I'm not going to argue why I am staunchly in the "Ed wasn't healing" / "Kraken was inevitable" camp because I've done it before, but I do want to point out some related thoughts around that argument that I've picked up on each time it loops back around.
I feel like a lot of the people who strongly disagree with or get mad about that take frame it as though we are minimizing or rejecting the existence of Edward's softness entirely. It's like... Ok, so there is a distinct sequence of moments where Edward is displaying emotional vulnerability or a draw toward fine things that fans noticed, and then they interpreted the pink robe Ed's "healing" as all that starting to pay off in his character development (before being interrupted by an external obstacle: Izzy). A very straightforward A -> B. Only when I push back against B and say "hold on I don't see any healing in 1x10," then I feel like people hear me rejecting that all the moments of A meant anything at all. If I see the shadow of the Kraken as an internally motivated obstacle being built in earlier episodes, then I must think that's the dark and violent payoff, and the evidence of softness was a diversion or manipulation or just not going anywhere significant in character terms.
Which is very frustrating to me because Edward is a romcom protagonist.
Yes, this is very obvious to everyone. But it matters in this debate because protagonist status comes with very significant guarantees - namely, Edward is going to grow / heal / get his happy ending, etc. We've even got Stede's S1 arc (which remember is still unfinished too) as a good example of structure and focus on internalized character flaws framed by plot hurdles. There is no version of this story arc where Edward ends as the Kraken, and I have never seen anybody suggest he's not currently on a character arc toward growth and healing and a circle of true companions in Stede's crew who love him for who he is.
So when I or anyone else says he's not there yet, it's almost exclusively because we are arguing about where he is on this character arc in 1x10. Of course the appreciation for fancy clothes and slow mornings with overly sugared tea is going to pay off! Of course he's going to become friends with the crew (I'm rooting for Frenchie S2 bonding)! Of course he's going to get to beat back that self loathing he's carried since his dad! But people get defensive and angry like you are personally targeting them and declaring their blorbo an irredeemable asshole because you suggest character development major enough to drive a character driven show probably takes more than a few weeks of easygoing vacation to reach final form.
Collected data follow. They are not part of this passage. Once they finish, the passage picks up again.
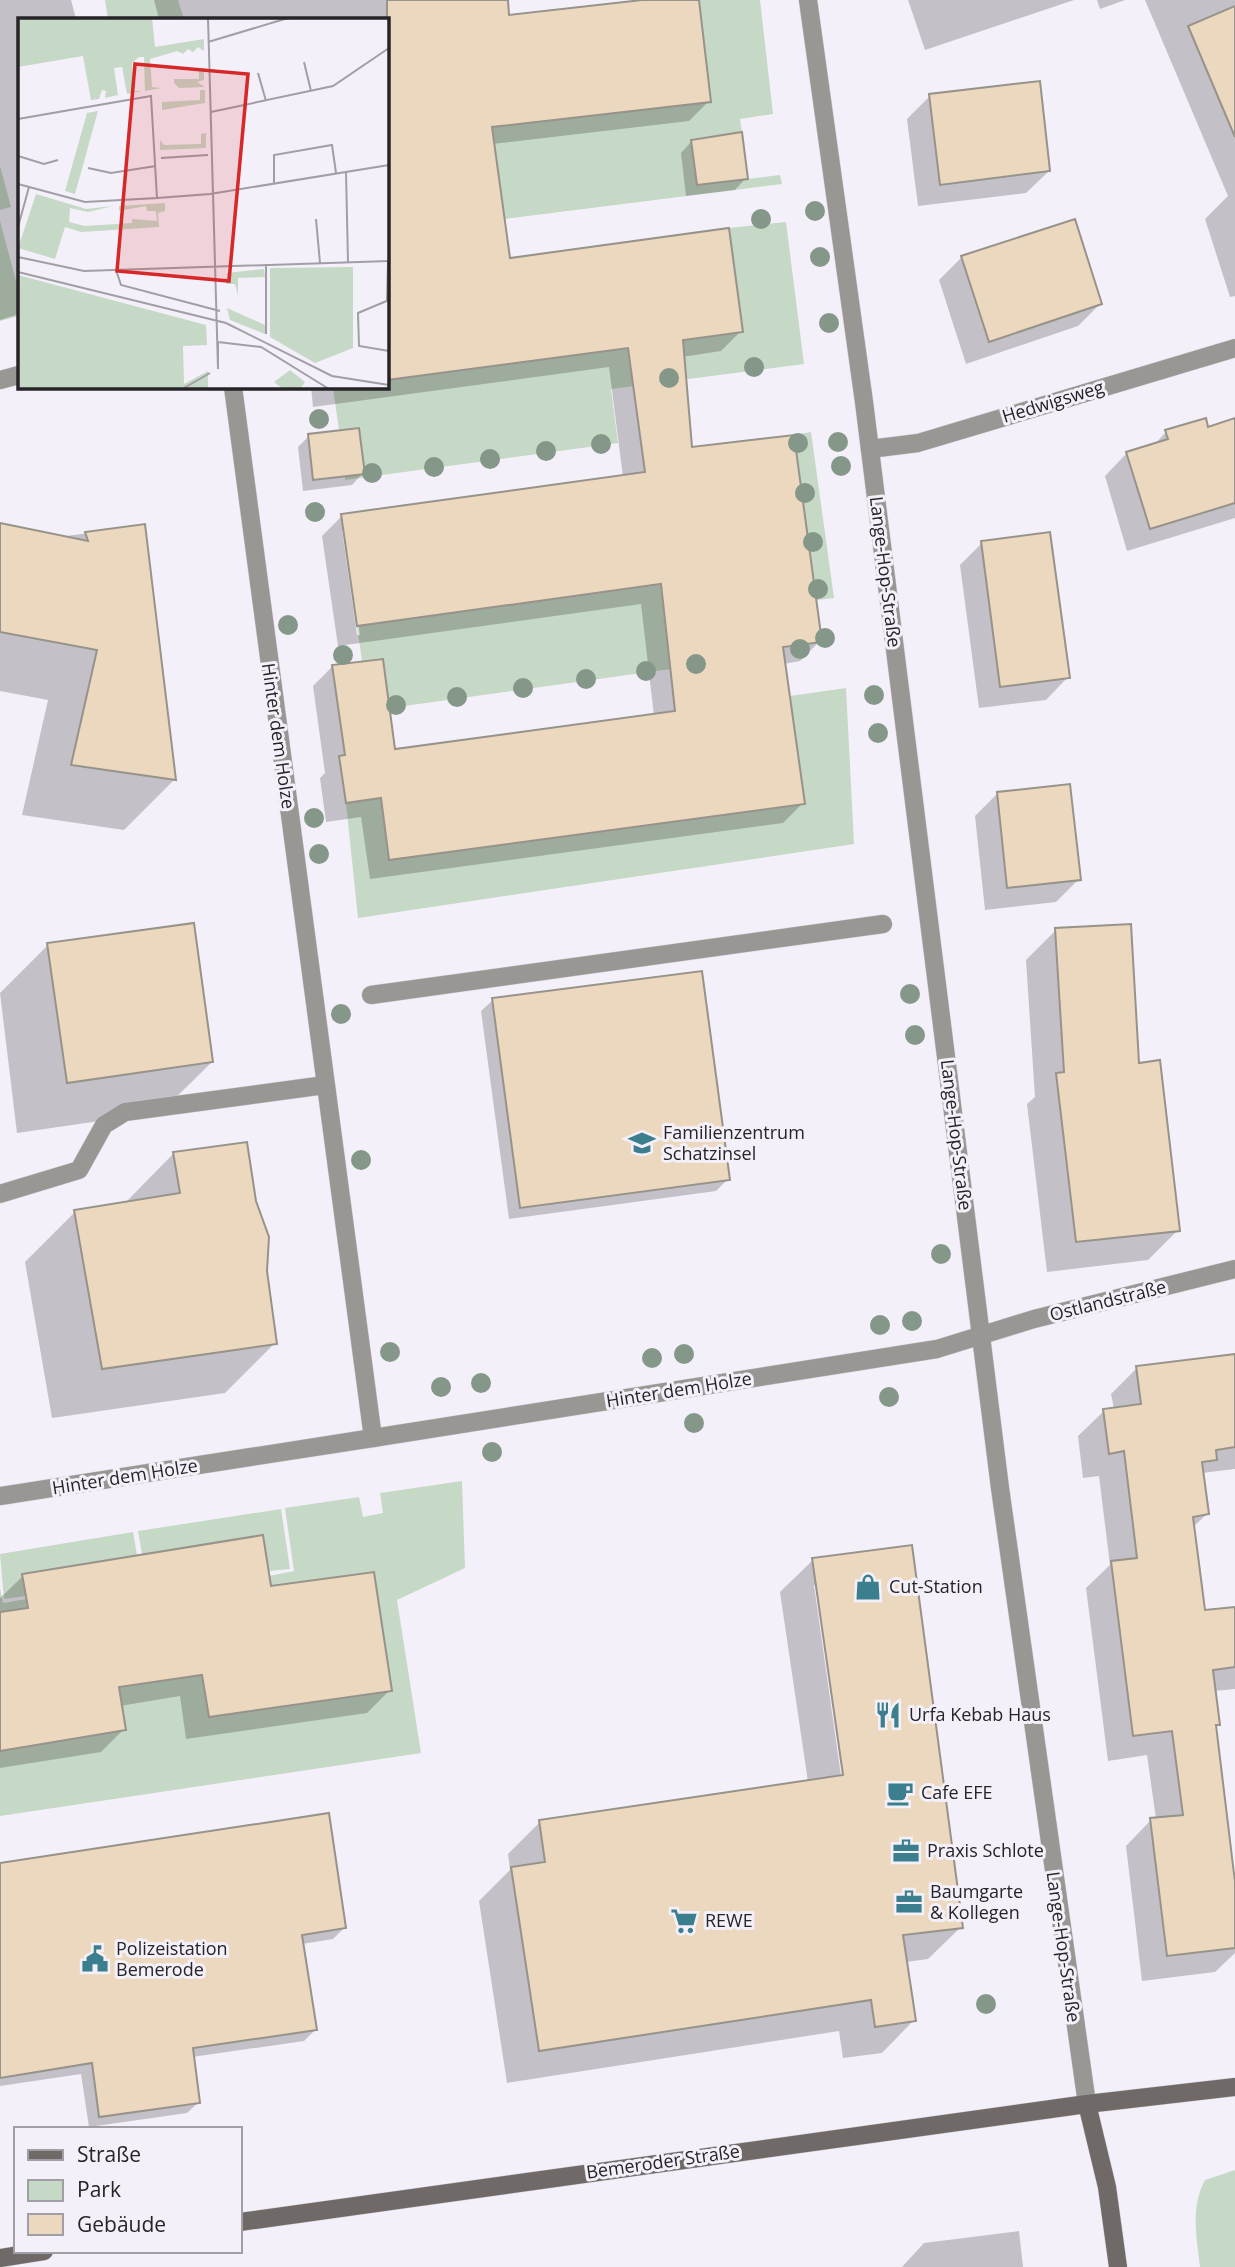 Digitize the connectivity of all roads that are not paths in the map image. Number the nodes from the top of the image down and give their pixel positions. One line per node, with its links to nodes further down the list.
1 (808, 0): 6 (street, Lange-Hop-Straße)
2 (1235, 348): 6 (street, Hedwigsweg)
3 (18, 375): 4 (street)
4 (0, 380)
5 (233, 388): 9 (street, Hinter dem Holze)
6 (870, 449): 12 (street, Lange-Hop-Straße)
7 (883, 925): 8 (street)
8 (371, 995)
9 (325, 1085): 10 (street); 13 (street, Hinter dem Holze)
10 (0, 1194)
11 (1235, 1269): 12 (street, Ostlandstraße)
12 (983, 1336): 13 (street, Hinter dem Holze); 16 (street, Lange-Hop-Straße)
13 (373, 1438): 14 (street, Hinter dem Holze)
14 (0, 1496)
15 (1235, 2087): 16 (main road, Bemeroder Straße)
16 (1087, 2104): 17 (main road, Bemeroder Straße); 20 (main road, Lange-Hop-Straße)
17 (242, 2222)
18 (31, 2253): 19 (main road)
19 (0, 2258)
20 (1118, 2267) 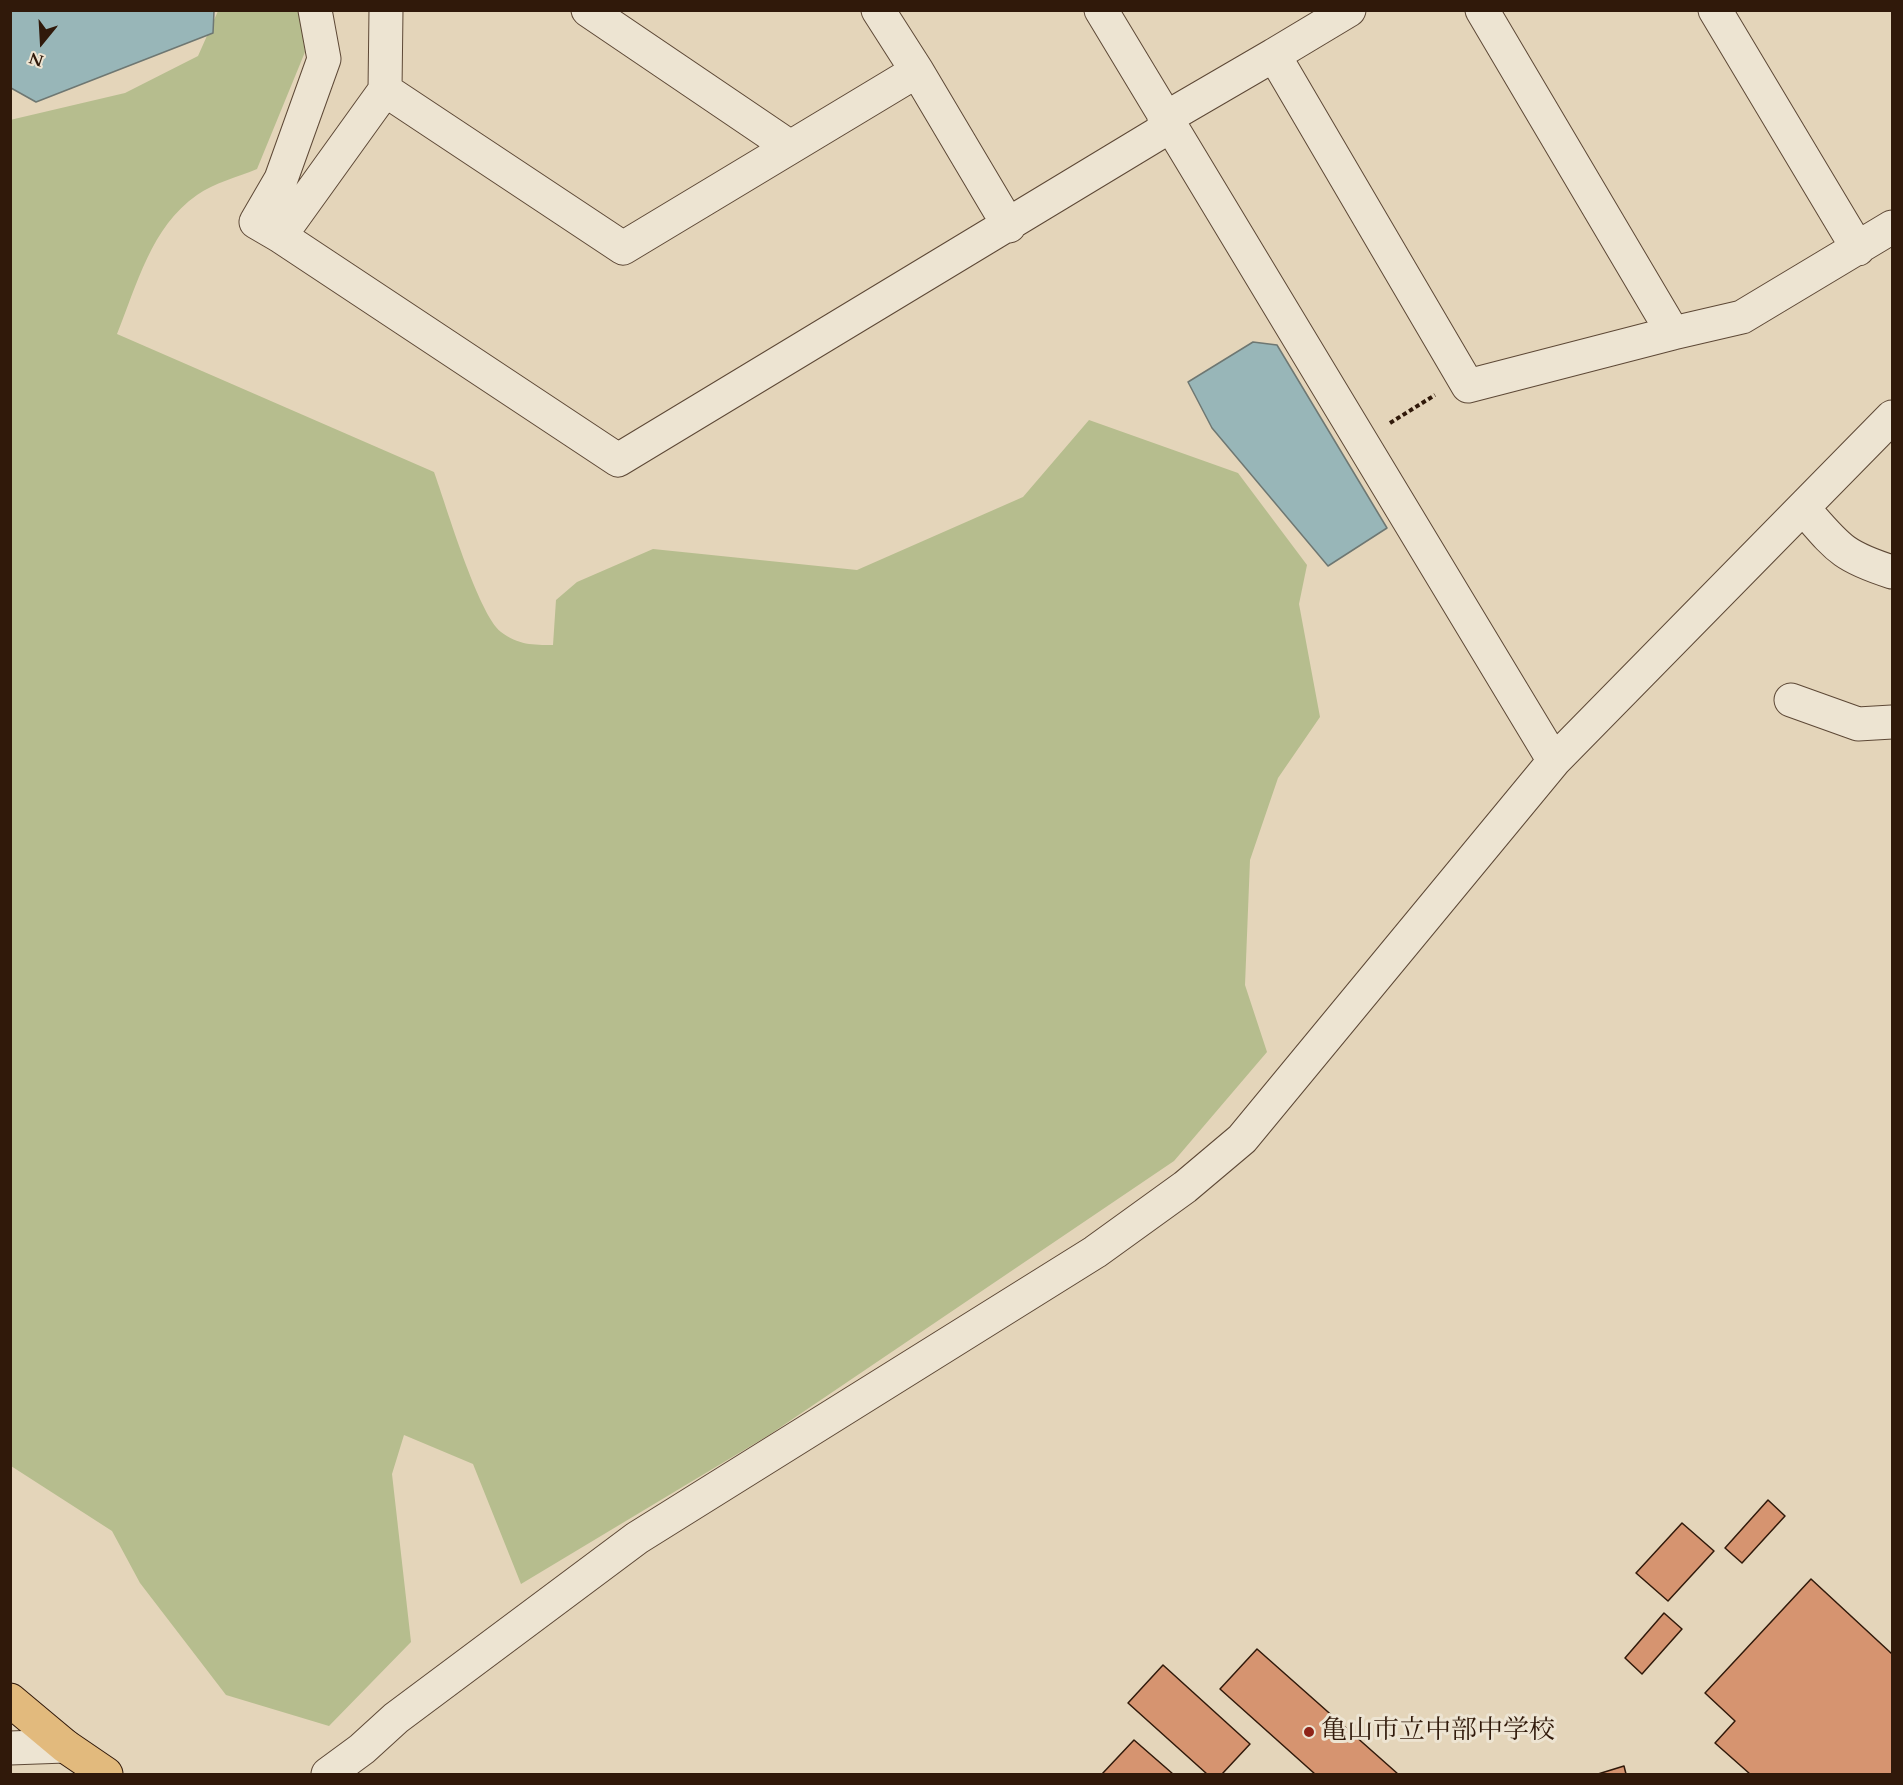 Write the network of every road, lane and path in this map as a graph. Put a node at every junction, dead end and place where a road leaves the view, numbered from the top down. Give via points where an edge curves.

That's not what I'm saying at all!
Interpretations upsetting or offending people even when written with a complete lack of malice is nothing new, but it really seems like making up a whole army of guys to get mad at for takes is happening more and more. (And I'll admit I'm probably getting more and more guilty of this myself as my understanding of what exactly people are arguing in different fandom city states gets more and more fractured. Meta builds off of meta, and if you randomly see one post by one blog you already disagree with, you might be missing a lot of context to clarify what they actually mean vs "of course that's the awful take you would have".)